From the earliest of days of public WiFi I have always felt the biggest players that would benefit from it were the cable operators. Seems I was right as Cablevision is proving how in the contiguous areas around New York City that their WiFi cloud is attracting users. And, they are all their already existing customers as Om Malik points out at GigaOm.
By continuing to serve their customers outside of the home, Cablevision has extended their connection and kept the customers online. They are using Cablevision service and over time will have a mobile phone running some type of mobile VoIP and I predict mobile video as long as the user is the CableVision customer. Once they have reached a certain point of saturation and predictable usage levels by their customers, my feeling is CableVision will then open the network up to day pass type roamers who find themselves in the CableVision footprint.
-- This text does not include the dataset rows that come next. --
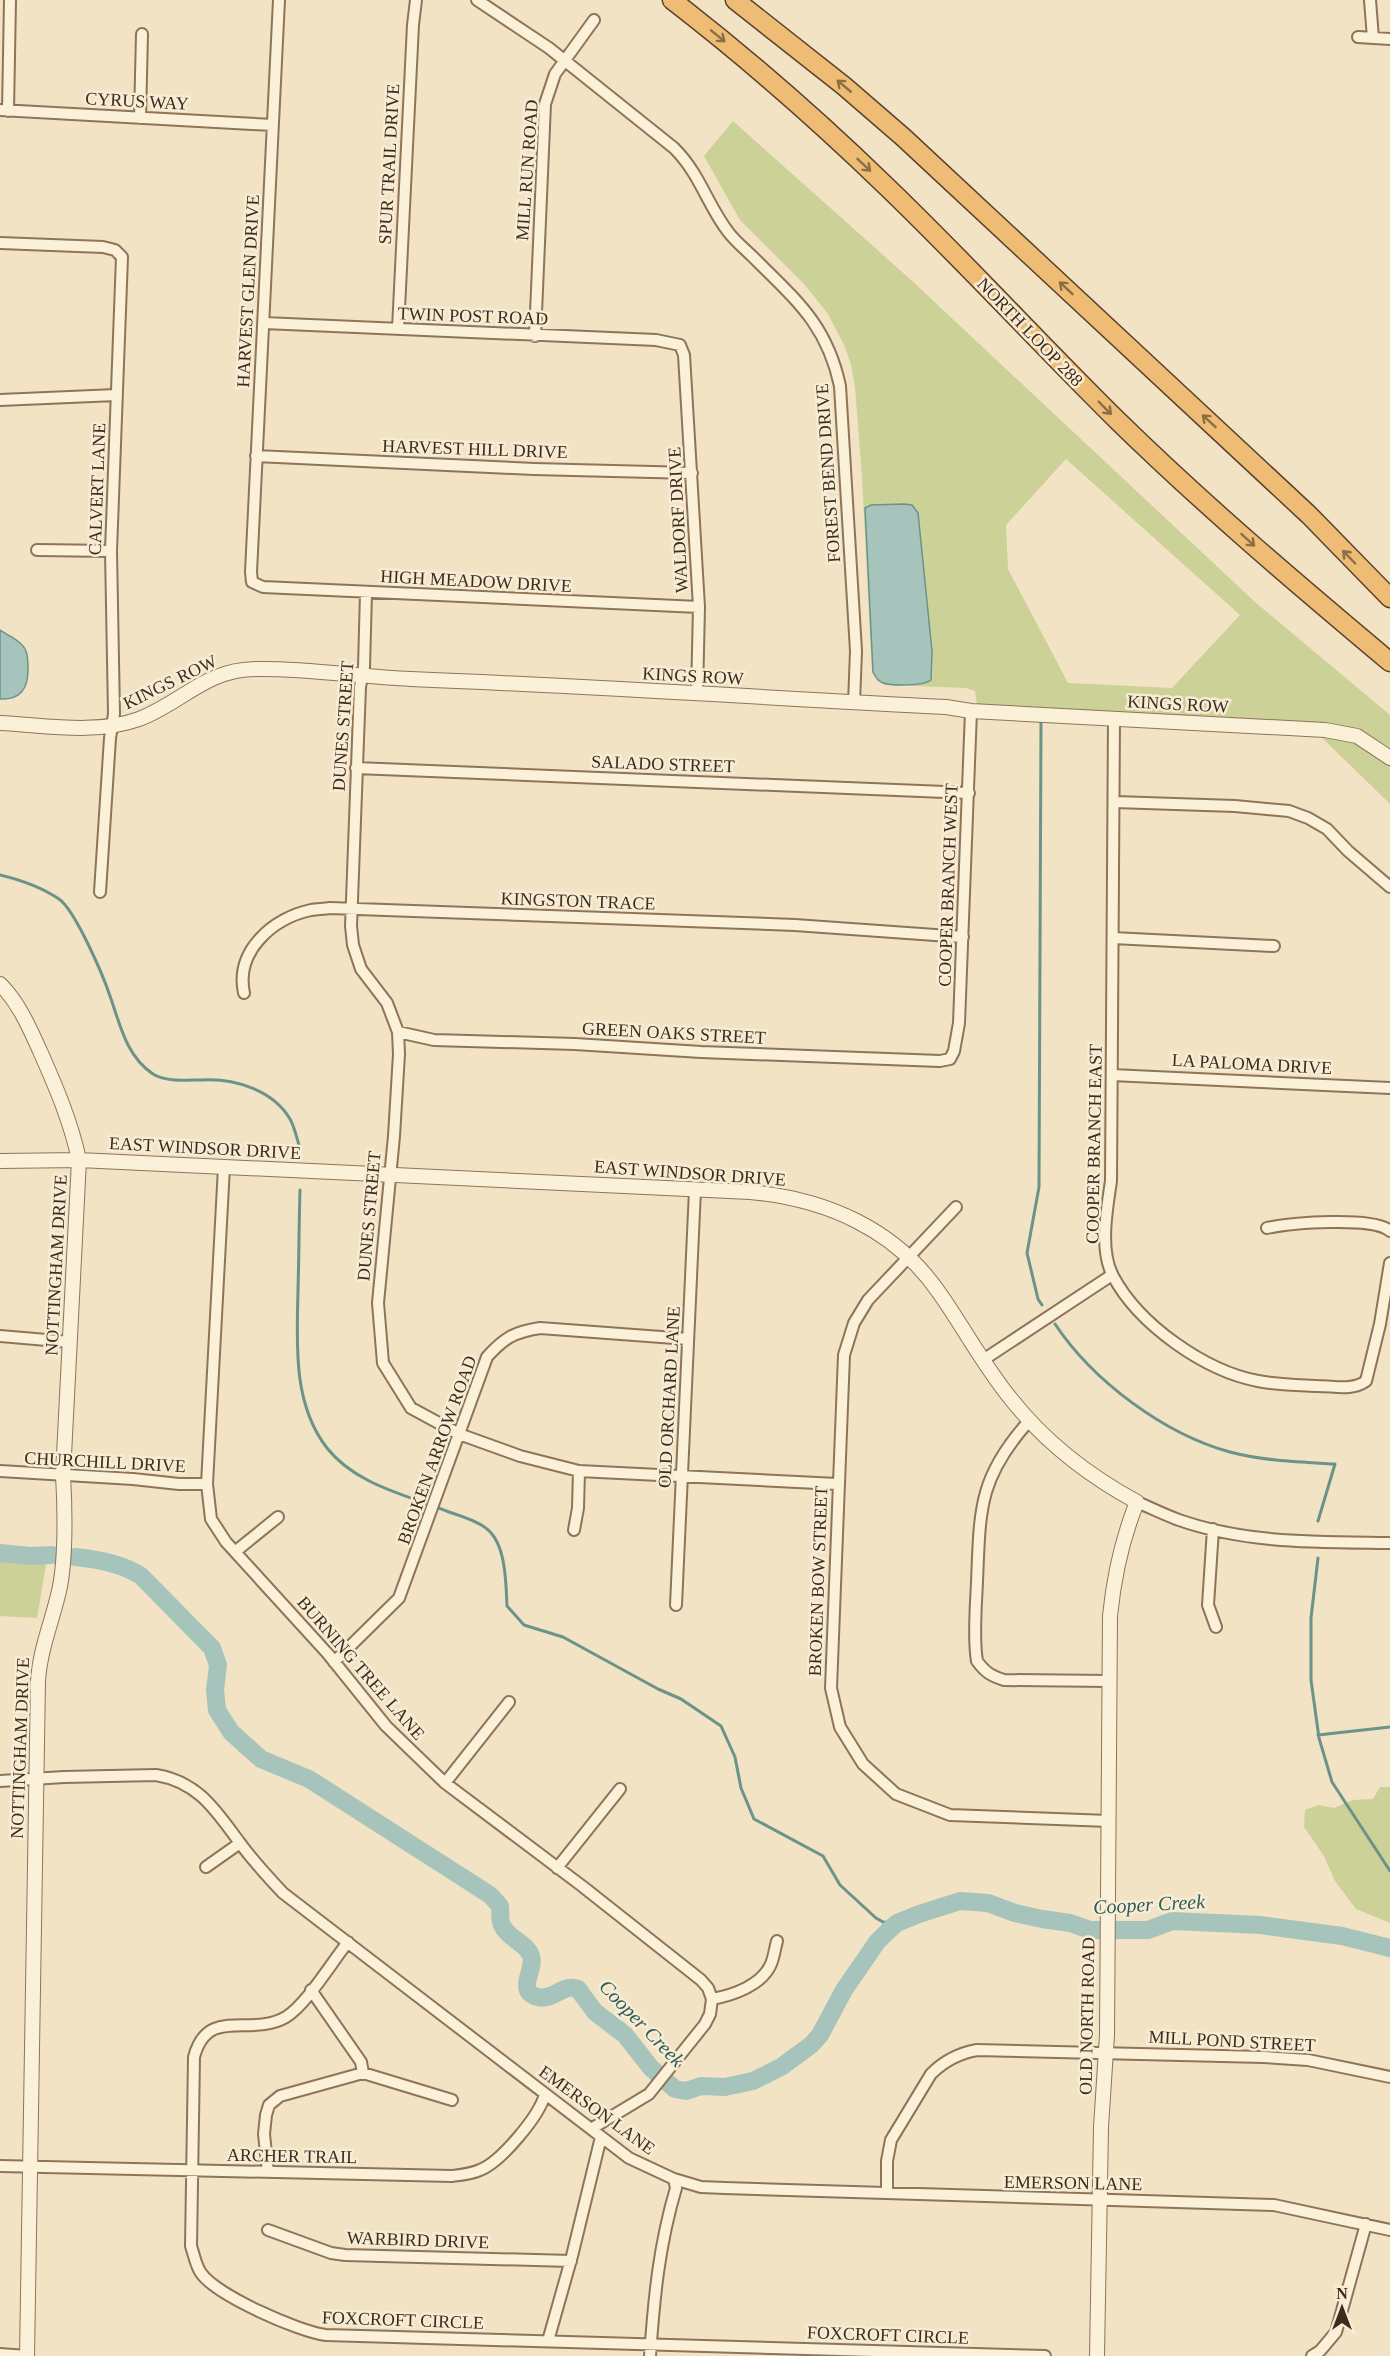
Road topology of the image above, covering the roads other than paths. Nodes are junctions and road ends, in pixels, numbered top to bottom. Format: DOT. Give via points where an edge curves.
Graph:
graph roads {
  1 [pos="10,0"];
  2 [pos="279,0"];
  3 [pos="416,0"];
  4 [pos="477,0"];
  5 [pos="672,0"];
  6 [pos="735,0"];
  7 [pos="1371,0"];
  8 [pos="594,20"];
  9 [pos="142,34"];
  10 [pos="1358,37"];
  11 [pos="1373,38"];
  12 [pos="1390,39"];
  13 [pos="565,60"];
  14 [pos="4,110"];
  15 [pos="140,118"];
  16 [pos="272,125"];
  17 [pos="0,243"];
  18 [pos="264,323"];
  19 [pos="398,329"];
  20 [pos="535,336"];
  21 [pos="680,345"];
  22 [pos="116,395"];
  23 [pos="0,400"];
  24 [pos="256,456"];
  25 [pos="692,473"];
  26 [pos="38,550"];
  27 [pos="111,551"];
  28 [pos="252,582"];
  29 [pos="366,592"];
  30 [pos="1390,598"];
  31 [pos="699,607"];
  32 [pos="1390,662"];
  33 [pos="362,676"];
  34 [pos="697,694"];
  35 [pos="854,703"];
  36 [pos="970,711"];
  37 [pos="1114,718"];
  38 [pos="0,723"];
  39 [pos="112,726"];
  40 [pos="1390,758"];
  41 [pos="356,768"];
  42 [pos="969,793"];
  43 [pos="1114,802"];
  44 [pos="1390,887"];
  45 [pos="100,892"];
  46 [pos="351,908"];
  47 [pos="963,937"];
  48 [pos="1113,938"];
  49 [pos="1274,946"];
  50 [pos="0,984"];
  51 [pos="244,993"];
  52 [pos="398,1032"];
  53 [pos="950,1059"];
  54 [pos="1112,1075"];
  55 [pos="1390,1088"];
  56 [pos="79,1160"];
  57 [pos="0,1161"];
  58 [pos="224,1167"];
  59 [pos="388,1175"];
  60 [pos="695,1190"];
  61 [pos="956,1207"];
  62 [pos="1267,1228"];
  63 [pos="1390,1231"];
  64 [pos="909,1257"];
  65 [pos="1390,1263"];
  66 [pos="1112,1275"];
  67 [pos="0,1336"];
  68 [pos="688,1339"];
  69 [pos="70,1342"];
  70 [pos="983,1360"];
  71 [pos="1029,1421"];
  72 [pos="459,1434"];
  73 [pos="0,1471"];
  74 [pos="579,1471"];
  75 [pos="63,1476"];
  76 [pos="682,1477"];
  77 [pos="207,1484"];
  78 [pos="837,1484"];
  79 [pos="1137,1502"];
  80 [pos="278,1518"];
  81 [pos="1213,1529"];
  82 [pos="574,1530"];
  83 [pos="1390,1543"];
  84 [pos="236,1551"];
  85 [pos="676,1605"];
  86 [pos="1216,1627"];
  87 [pos="334,1662"];
  88 [pos="1109,1682"];
  89 [pos="509,1702"];
  90 [pos="36,1778"];
  91 [pos="0,1781"];
  92 [pos="445,1783"];
  93 [pos="620,1790"];
  94 [pos="1109,1821"];
  95 [pos="240,1843"];
  96 [pos="206,1867"];
  97 [pos="558,1868"];
  98 [pos="777,1941"];
  99 [pos="348,1942"];
  100 [pos="311,1990"];
  101 [pos="712,1999"];
  102 [pos="1106,2053"];
  103 [pos="363,2073"];
  104 [pos="1390,2077"];
  105 [pos="545,2094"];
  106 [pos="452,2100"];
  107 [pos="591,2129"];
  108 [pos="601,2137"];
  109 [pos="0,2166"];
  110 [pos="30,2168"];
  111 [pos="191,2171"];
  112 [pos="268,2172"];
  113 [pos="674,2179"];
  114 [pos="887,2193"];
  115 [pos="1100,2200"];
  116 [pos="1366,2224"];
  117 [pos="268,2230"];
  118 [pos="1390,2230"];
  119 [pos="571,2261"];
  120 [pos="548,2341"];
  121 [pos="650,2350"];
  122 [pos="0,2354"];
  123 [pos="27,2356"];
  124 [pos="1045,2356"];
  125 [pos="1097,2356"];
  126 [pos="1312,2356"];
  1 -- 14 [label="street"];
  2 -- 16 [label="street, HARVEST GLEN DRIVE"];
  3 -- 19 [label="street, SPUR TRAIL DRIVE"];
  4 -- 13 [label="street, FOREST BEND DRIVE"];
  5 -- 32 [label="highway, NORTH LOOP 288, one-way" via="813,117 1120,423"];
  30 -- 6 [label="highway, one-way" via="1309,515 903,137"];
  7 -- 11 [label="street"];
  8 -- 13 [label="street, MILL RUN ROAD"];
  9 -- 15 [label="street"];
  10 -- 11 [label="street"];
  11 -- 12 [label="street"];
  13 -- 20 [label="street, MILL RUN ROAD" via="551,83 544,115"];
  13 -- 35 [label="street, FOREST BEND DRIVE" via="684,157 729,233 806,312 825,339 840,386 856,651"];
  14 -- 15 [label="street, CYRUS WAY"];
  15 -- 16 [label="street, CYRUS WAY"];
  16 -- 18 [label="street, HARVEST GLEN DRIVE"];
  17 -- 22 [label="street, CALVERT LANE" via="103,247 120,253 123,260"];
  18 -- 19 [label="street, TWIN POST ROAD"];
  18 -- 24 [label="street, HARVEST GLEN DRIVE"];
  19 -- 20 [label="street, TWIN POST ROAD"];
  20 -- 21 [label="street, TWIN POST ROAD" via="656,340"];
  21 -- 25 [label="street, WALDORF DRIVE" via="684,355"];
  22 -- 23 [label="street"];
  22 -- 27 [label="street, CALVERT LANE"];
  24 -- 25 [label="street, HARVEST HILL DRIVE"];
  24 -- 28 [label="street, HARVEST GLEN DRIVE"];
  25 -- 31 [label="street, WALDORF DRIVE"];
  26 -- 27 [label="street"];
  27 -- 39 [label="street, CALVERT LANE"];
  28 -- 29 [label="street, HIGH MEADOW DRIVE" via="263,587"];
  29 -- 31 [label="street, HIGH MEADOW DRIVE"];
  29 -- 33 [label="street, DUNES STREET"];
  31 -- 34 [label="street, WALDORF DRIVE"];
  33 -- 34 [label="street, KINGS ROW"];
  33 -- 39 [label="street, KINGS ROW" via="266,669 236,671 200,683 148,716"];
  33 -- 41 [label="street, DUNES STREET"];
  34 -- 35 [label="street, KINGS ROW"];
  35 -- 36 [label="street, KINGS ROW"];
  36 -- 37 [label="street, KINGS ROW"];
  36 -- 42 [label="street, COOPER BRANCH WEST"];
  37 -- 40 [label="street, KINGS ROW" via="1337,731 1357,736"];
  37 -- 43 [label="street, COOPER BRANCH EAST"];
  38 -- 39 [label="street, KINGS ROW"];
  39 -- 45 [label="street, CALVERT LANE"];
  41 -- 42 [label="street, SALADO STREET"];
  41 -- 46 [label="street, DUNES STREET"];
  42 -- 47 [label="street, COOPER BRANCH WEST"];
  43 -- 44 [label="street" via="1289,811 1327,829"];
  43 -- 48 [label="street, COOPER BRANCH EAST"];
  46 -- 47 [label="street, KINGSTON TRACE" via="795,925"];
  46 -- 51 [label="street, KINGSTON TRACE" via="313,909 264,933 248,954 241,980"];
  46 -- 52 [label="street, DUNES STREET" via="353,945 362,969 387,1003"];
  47 -- 53 [label="street, COOPER BRANCH WEST" via="959,1023"];
  48 -- 49 [label="street"];
  48 -- 54 [label="street, COOPER BRANCH EAST"];
  50 -- 56 [label="street, NOTTINGHAM DRIVE" via="23,1016 60,1096"];
  52 -- 53 [label="street, GREEN OAKS STREET" via="434,1040 835,1058"];
  52 -- 59 [label="street, DUNES STREET" via="394,1136"];
  54 -- 55 [label="street, LA PALOMA DRIVE"];
  54 -- 66 [label="street, COOPER BRANCH EAST" via="1105,1226"];
  56 -- 57 [label="street, EAST WINDSOR DRIVE"];
  56 -- 58 [label="street, EAST WINDSOR DRIVE"];
  56 -- 69 [label="street, NOTTINGHAM DRIVE"];
  58 -- 59 [label="street, EAST WINDSOR DRIVE"];
  58 -- 77 [label="street, BURNING TREE LANE"];
  59 -- 60 [label="street, EAST WINDSOR DRIVE"];
  59 -- 72 [label="street, DUNES STREET" via="378,1304 383,1363 411,1408"];
  60 -- 64 [label="street, EAST WINDSOR DRIVE" via="769,1194 807,1201 871,1228"];
  60 -- 68 [label="street, OLD ORCHARD LANE"];
  61 -- 64 [label="street, BROKEN BOW STREET"];
  62 -- 63 [label="street" via="1309,1221 1372,1224"];
  64 -- 70 [label="street, EAST WINDSOR DRIVE" via="940,1294"];
  64 -- 78 [label="street, BROKEN BOW STREET" via="868,1300 848,1339"];
  65 -- 66 [label="street, COOPER BRANCH EAST" via="1366,1381 1348,1387 1293,1386 1226,1371 1167,1337 1135,1307"];
  66 -- 70 [label="street"];
  67 -- 69 [label="street"];
  68 -- 72 [label="street, BROKEN ARROW ROAD" via="540,1328 521,1331 501,1340 487,1357"];
  68 -- 76 [label="street, OLD ORCHARD LANE"];
  69 -- 75 [label="street, NOTTINGHAM DRIVE"];
  70 -- 71 [label="street, EAST WINDSOR DRIVE"];
  71 -- 79 [label="street, EAST WINDSOR DRIVE" via="1094,1477"];
  71 -- 88 [label="street" via="1002,1455 984,1495 978,1541 977,1661 992,1677 1004,1680"];
  72 -- 74 [label="street, DUNES STREET" via="520,1456"];
  72 -- 87 [label="street, BROKEN ARROW ROAD" via="399,1598"];
  73 -- 75 [label="street, CHURCHILL DRIVE"];
  74 -- 76 [label="street, DUNES STREET"];
  74 -- 82 [label="street"];
  75 -- 77 [label="street, CHURCHILL DRIVE"];
  75 -- 90 [label="street, NOTTINGHAM DRIVE" via="61,1583 40,1657"];
  76 -- 78 [label="street, DUNES STREET"];
  76 -- 85 [label="street, OLD ORCHARD LANE"];
  77 -- 84 [label="street, BURNING TREE LANE" via="211,1519"];
  78 -- 94 [label="street, BROKEN BOW STREET" via="831,1688 840,1727 863,1764 896,1794 950,1815"];
  79 -- 81 [label="street, EAST WINDSOR DRIVE"];
  79 -- 88 [label="street, OLD NORTH ROAD" via="1114,1582"];
  80 -- 84 [label="street"];
  81 -- 83 [label="street, EAST WINDSOR DRIVE" via="1273,1539"];
  81 -- 86 [label="street" via="1208,1605"];
  84 -- 87 [label="street, BURNING TREE LANE"];
  87 -- 92 [label="street, BURNING TREE LANE" via="386,1726"];
  88 -- 94 [label="street, OLD NORTH ROAD"];
  89 -- 92 [label="street"];
  90 -- 91 [label="street, EMERSON LANE"];
  90 -- 95 [label="street, EMERSON LANE" via="165,1777 209,1801"];
  90 -- 110 [label="street, NOTTINGHAM DRIVE"];
  92 -- 97 [label="street, BURNING TREE LANE"];
  93 -- 97 [label="street"];
  94 -- 102 [label="street, OLD NORTH ROAD"];
  95 -- 96 [label="street"];
  95 -- 99 [label="street, EMERSON LANE" via="283,1893"];
  97 -- 101 [label="street, BURNING TREE LANE" via="701,1980"];
  98 -- 101 [label="street" via="764,1974 738,1992"];
  99 -- 100 [label="street, FOXCROFT CIRCLE"];
  99 -- 105 [label="street, EMERSON LANE"];
  100 -- 103 [label="street" via="361,2062"];
  100 -- 111 [label="street, FOXCROFT CIRCLE" via="297,2008 276,2021 257,2026 219,2026 203,2036 194,2056"];
  101 -- 107 [label="street" via="705,2024 654,2088 637,2103"];
  102 -- 104 [label="street, MILL POND STREET" via="1290,2058"];
  102 -- 114 [label="street, MILL POND STREET" via="977,2050 939,2066 891,2140"];
  102 -- 115 [label="street, OLD NORTH ROAD"];
  103 -- 106 [label="street"];
  103 -- 112 [label="street" via="280,2096 269,2105 264,2134"];
  105 -- 107 [label="street, EMERSON LANE"];
  105 -- 112 [label="street, ARCHER TRAIL" via="543,2105 502,2155 479,2171 452,2176"];
  107 -- 108 [label="street, EMERSON LANE"];
  108 -- 113 [label="street, EMERSON LANE" via="629,2158"];
  108 -- 119 [label="street"];
  109 -- 110 [label="street, ARCHER TRAIL"];
  110 -- 111 [label="street, ARCHER TRAIL"];
  110 -- 123 [label="street, NOTTINGHAM DRIVE"];
  111 -- 112 [label="street, ARCHER TRAIL"];
  111 -- 120 [label="street, FOXCROFT CIRCLE" via="191,2246 201,2272 221,2292 313,2333"];
  113 -- 114 [label="street, EMERSON LANE" via="701,2187"];
  113 -- 121 [label="street" via="676,2188 659,2259"];
  114 -- 115 [label="street, EMERSON LANE"];
  115 -- 116 [label="street, EMERSON LANE" via="1274,2205"];
  115 -- 125 [label="street, OLD NORTH ROAD"];
  116 -- 118 [label="street, EMERSON LANE"];
  116 -- 126 [label="street" via="1336,2332"];
  117 -- 119 [label="street, WARBIRD DRIVE" via="345,2255"];
  119 -- 120 [label="street"];
  120 -- 121 [label="street, FOXCROFT CIRCLE"];
  121 -- 124 [label="street, FOXCROFT CIRCLE"];
  122 -- 123 [label="street"];
}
This is a lesson that others like Comcast should look at. Deploying WiFi right is far less expensive than 4G and can go just about anywhere there's IP connectivity. No expensive spectrum licenses, and no real challenges on where to build the towers. What's more, just about every PC and smartphone has WiFi now, so the addressable audience is already there, as there is no need for anything new. Lastly, consumer behavior is such that the market is already used to using WiFi, so the leap to use it in public is not that far.
When the book is written on why pubic WiFi failed, CableVision won't be including, as for them, it will already be a rip, roarin' success.